◆ **RECORDS FOR THIS TASK**
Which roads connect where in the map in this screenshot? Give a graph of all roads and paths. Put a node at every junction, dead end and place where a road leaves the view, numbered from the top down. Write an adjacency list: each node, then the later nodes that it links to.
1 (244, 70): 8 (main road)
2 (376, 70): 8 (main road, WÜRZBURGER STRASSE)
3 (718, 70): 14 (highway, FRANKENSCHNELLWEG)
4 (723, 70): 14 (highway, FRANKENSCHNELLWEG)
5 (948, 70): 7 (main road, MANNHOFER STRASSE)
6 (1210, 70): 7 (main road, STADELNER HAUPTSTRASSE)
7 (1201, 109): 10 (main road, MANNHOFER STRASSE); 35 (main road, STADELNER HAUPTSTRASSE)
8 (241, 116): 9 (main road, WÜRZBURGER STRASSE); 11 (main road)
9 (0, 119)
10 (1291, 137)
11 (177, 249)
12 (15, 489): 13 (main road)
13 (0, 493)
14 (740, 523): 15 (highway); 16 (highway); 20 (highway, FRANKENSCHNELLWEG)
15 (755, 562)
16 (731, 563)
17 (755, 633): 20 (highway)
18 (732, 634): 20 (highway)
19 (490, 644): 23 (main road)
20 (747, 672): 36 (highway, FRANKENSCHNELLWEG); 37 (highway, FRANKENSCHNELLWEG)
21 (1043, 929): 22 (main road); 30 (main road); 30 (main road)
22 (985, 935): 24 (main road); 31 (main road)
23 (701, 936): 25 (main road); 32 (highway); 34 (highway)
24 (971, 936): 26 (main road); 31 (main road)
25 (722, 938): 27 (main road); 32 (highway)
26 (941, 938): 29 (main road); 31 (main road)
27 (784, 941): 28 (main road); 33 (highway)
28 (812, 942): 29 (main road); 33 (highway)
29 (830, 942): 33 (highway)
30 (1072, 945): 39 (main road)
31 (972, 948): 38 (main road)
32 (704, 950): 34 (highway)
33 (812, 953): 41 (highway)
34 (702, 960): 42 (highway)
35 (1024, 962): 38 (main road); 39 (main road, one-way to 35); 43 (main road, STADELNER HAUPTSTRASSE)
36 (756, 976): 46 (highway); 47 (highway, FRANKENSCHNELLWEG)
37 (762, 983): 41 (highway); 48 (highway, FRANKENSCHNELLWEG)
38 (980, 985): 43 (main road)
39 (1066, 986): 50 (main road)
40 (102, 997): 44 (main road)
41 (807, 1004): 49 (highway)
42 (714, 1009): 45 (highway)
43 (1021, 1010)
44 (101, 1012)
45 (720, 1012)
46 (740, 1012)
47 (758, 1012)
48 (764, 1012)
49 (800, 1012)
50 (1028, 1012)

◆ **EXERCISE GOAL**
Exactly as shown, output all of the material above.

◆ **WRITTEN RESPONSE**
Which roads connect where in the map in this screenshot? Give a graph of all roads and paths. Put a node at every junction, dead end and place where a road leaves the view, numbered from the top down. Write an adjacency list: each node, then the later nodes that it links to.
1 (244, 70): 8 (main road)
2 (376, 70): 8 (main road, WÜRZBURGER STRASSE)
3 (718, 70): 14 (highway, FRANKENSCHNELLWEG)
4 (723, 70): 14 (highway, FRANKENSCHNELLWEG)
5 (948, 70): 7 (main road, MANNHOFER STRASSE)
6 (1210, 70): 7 (main road, STADELNER HAUPTSTRASSE)
7 (1201, 109): 10 (main road, MANNHOFER STRASSE); 35 (main road, STADELNER HAUPTSTRASSE)
8 (241, 116): 9 (main road, WÜRZBURGER STRASSE); 11 (main road)
9 (0, 119)
10 (1291, 137)
11 (177, 249)
12 (15, 489): 13 (main road)
13 (0, 493)
14 (740, 523): 15 (highway); 16 (highway); 20 (highway, FRANKENSCHNELLWEG)
15 (755, 562)
16 (731, 563)
17 (755, 633): 20 (highway)
18 (732, 634): 20 (highway)
19 (490, 644): 23 (main road)
20 (747, 672): 36 (highway, FRANKENSCHNELLWEG); 37 (highway, FRANKENSCHNELLWEG)
21 (1043, 929): 22 (main road); 30 (main road); 30 (main road)
22 (985, 935): 24 (main road); 31 (main road)
23 (701, 936): 25 (main road); 32 (highway); 34 (highway)
24 (971, 936): 26 (main road); 31 (main road)
25 (722, 938): 27 (main road); 32 (highway)
26 (941, 938): 29 (main road); 31 (main road)
27 (784, 941): 28 (main road); 33 (highway)
28 (812, 942): 29 (main road); 33 (highway)
29 (830, 942): 33 (highway)
30 (1072, 945): 39 (main road)
31 (972, 948): 38 (main road)
32 (704, 950): 34 (highway)
33 (812, 953): 41 (highway)
34 (702, 960): 42 (highway)
35 (1024, 962): 38 (main road); 39 (main road, one-way to 35); 43 (main road, STADELNER HAUPTSTRASSE)
36 (756, 976): 46 (highway); 47 (highway, FRANKENSCHNELLWEG)
37 (762, 983): 41 (highway); 48 (highway, FRANKENSCHNELLWEG)
38 (980, 985): 43 (main road)
39 (1066, 986): 50 (main road)
40 (102, 997): 44 (main road)
41 (807, 1004): 49 (highway)
42 (714, 1009): 45 (highway)
43 (1021, 1010)
44 (101, 1012)
45 (720, 1012)
46 (740, 1012)
47 (758, 1012)
48 (764, 1012)
49 (800, 1012)
50 (1028, 1012)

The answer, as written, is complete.